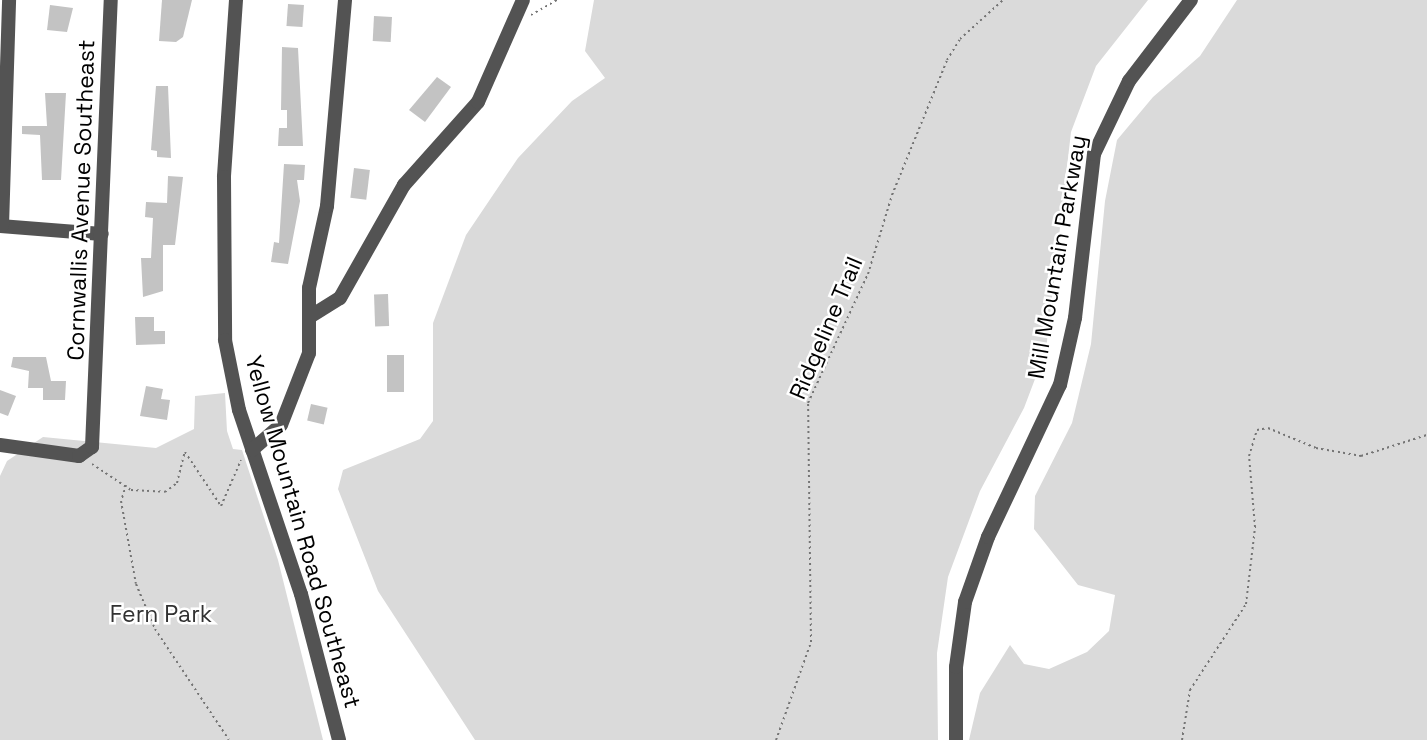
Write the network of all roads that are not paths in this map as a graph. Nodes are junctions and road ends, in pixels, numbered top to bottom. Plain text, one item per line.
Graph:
1 (9, 0) edge
2 (111, 0) edge
3 (236, 0) edge
4 (345, 0) edge
5 (523, 0) edge
6 (1191, 0) edge
7 (1, 226) edge
8 (102, 234) junction
9 (311, 316) junction
10 (0, 445) edge
11 (252, 450) junction
12 (339, 740) edge
13 (956, 740) edge

1 - 7 street
2 - 8 street, Cornwallis Avenue Southeast
3 - 11 street, Yellow Mountain Road Southeast
4 - 9 street
5 - 9 street
6 - 13 street, Mill Mountain Parkway
7 - 8 street
8 - 10 street, Cornwallis Avenue Southeast
9 - 11 street
11 - 12 street, Yellow Mountain Road Southeast

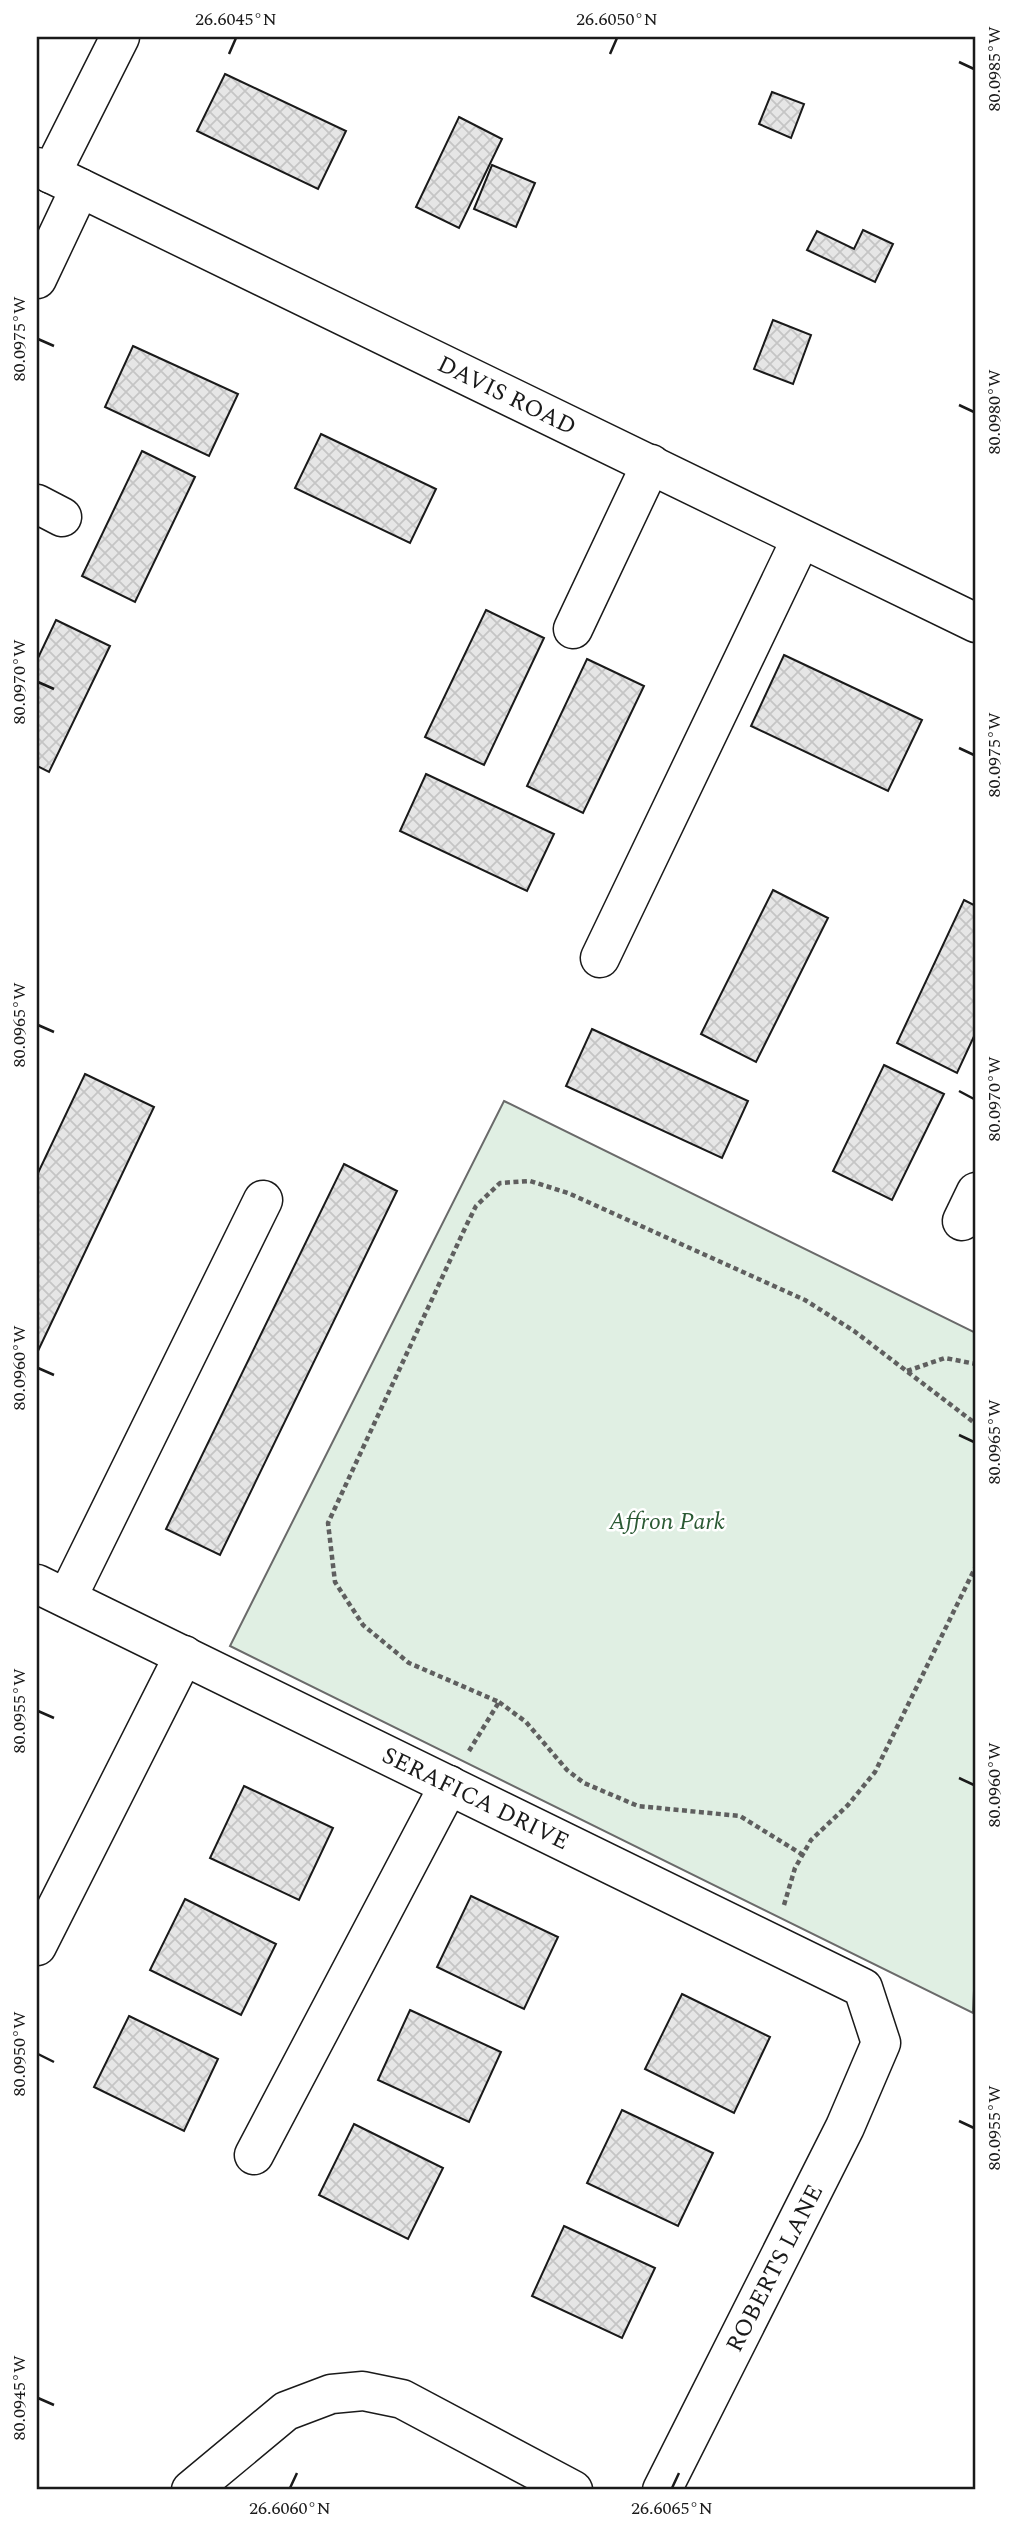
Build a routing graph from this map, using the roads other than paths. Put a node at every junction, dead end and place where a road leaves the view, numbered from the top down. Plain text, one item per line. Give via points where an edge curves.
1 (120, 37) edge
2 (56, 177) edge
3 (37, 279) edge
4 (651, 464) junction
5 (802, 539) junction
6 (976, 623) edge
7 (573, 629) dead end
8 (600, 958) dead end
9 (263, 1200) dead end
10 (52, 1591) edge
11 (184, 1655) junction
12 (449, 1785) junction
13 (37, 1946) edge
14 (881, 2043) joint
15 (254, 2155) dead end
16 (191, 2490) edge
17 (573, 2490) edge
18 (662, 2490) edge

1 - 2 street
2 - 3 street
2 - 4 street, DAVIS ROAD
4 - 5 street, DAVIS ROAD
4 - 7 street
5 - 6 street, DAVIS ROAD
5 - 8 street
9 - 10 street
10 - 11 street, SERAFICA DRIVE
11 - 12 street, SERAFICA DRIVE
11 - 13 street
12 - 14 street, SERAFICA DRIVE via 863,1988
12 - 15 street
14 - 18 street, ROBERTS LANE via 845,2127
16 - 17 street via 286,2411 331,2394 363,2391 402,2399

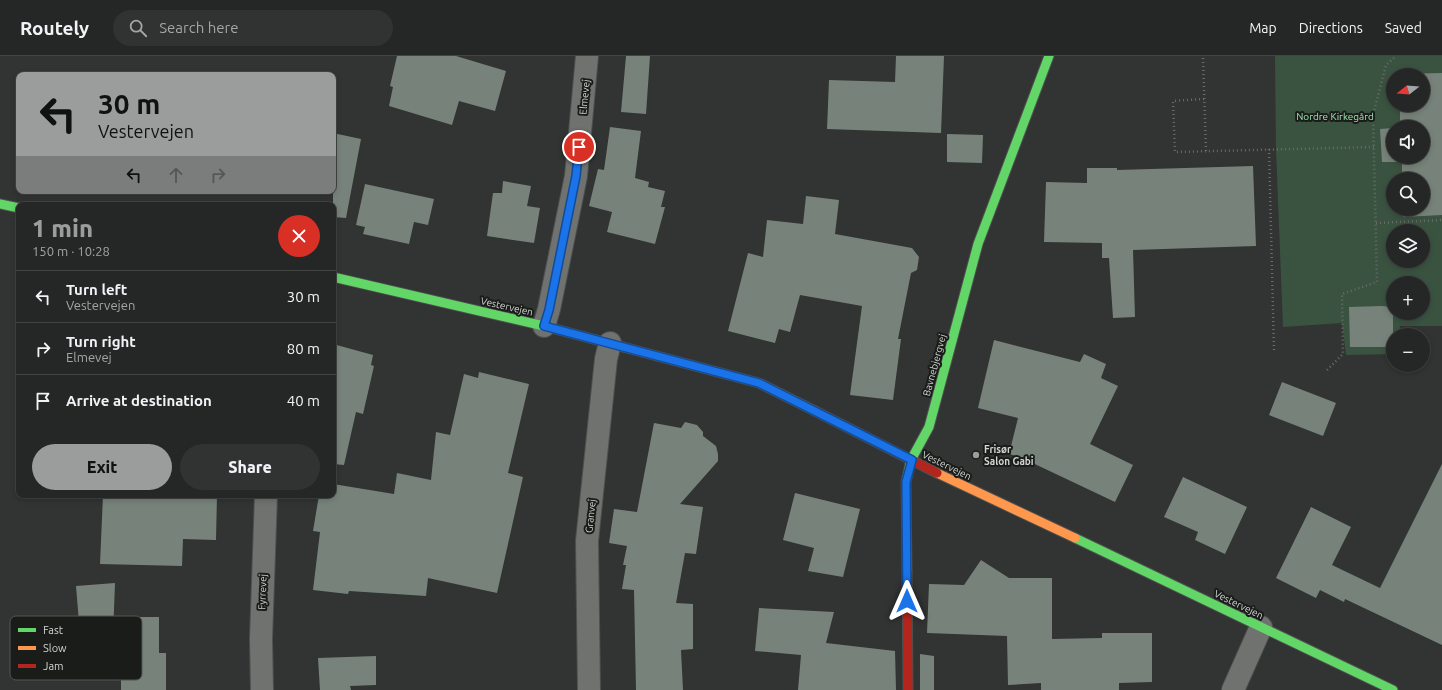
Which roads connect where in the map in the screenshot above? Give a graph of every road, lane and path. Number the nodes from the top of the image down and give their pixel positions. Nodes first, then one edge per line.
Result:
1 (587, 56) edge
2 (1049, 56) edge
3 (1396, 56) edge
4 (1202, 58) dead end
5 (1204, 99) junction
6 (1374, 147) junction
7 (1269, 150) junction
8 (1206, 151) junction
9 (0, 204) edge
10 (16, 207) edge
11 (1442, 220) edge
12 (1376, 222) junction
13 (336, 278) edge
14 (544, 326) junction
15 (610, 343) junction
16 (1274, 351) dead end
17 (1327, 370) dead end
18 (912, 460) junction
19 (266, 498) edge
20 (1261, 627) junction
21 (262, 690) edge
22 (589, 690) edge
23 (908, 690) edge
24 (1233, 690) edge
25 (1393, 690) edge

1 - 14 street, Elmevej
2 - 18 street, Bavnebjergvej
3 - 6 path
4 - 5 path
5 - 8 path
5 - 8 path
6 - 7 path
6 - 12 path
7 - 8 path
7 - 16 path
9 - 10 street
11 - 12 path
12 - 17 path
13 - 14 street, Vestervejen
14 - 15 street, Vestervejen
15 - 18 street, Vestervejen
15 - 22 street, Granvej
18 - 20 street, Vestervejen
18 - 23 street, Bavnebjergvej
19 - 21 street, Fyrrevej
20 - 24 street
20 - 25 street, Vestervejen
-*-
» **Task instructions**: The result is a copy of every line above where the word "Nodes" shows up.

» **Answer**:
Write the network of all roads that are not paths in this map as a graph. Nodes are junctions and road ends, in pixels, numbered top to bottom. Plain text, one item per line.
Which roads connect where in the map in the screenshot above? Give a graph of every road, lane and path. Number the nodes from the top of the image down and give their pixel positions. Nodes first, then one edge per line.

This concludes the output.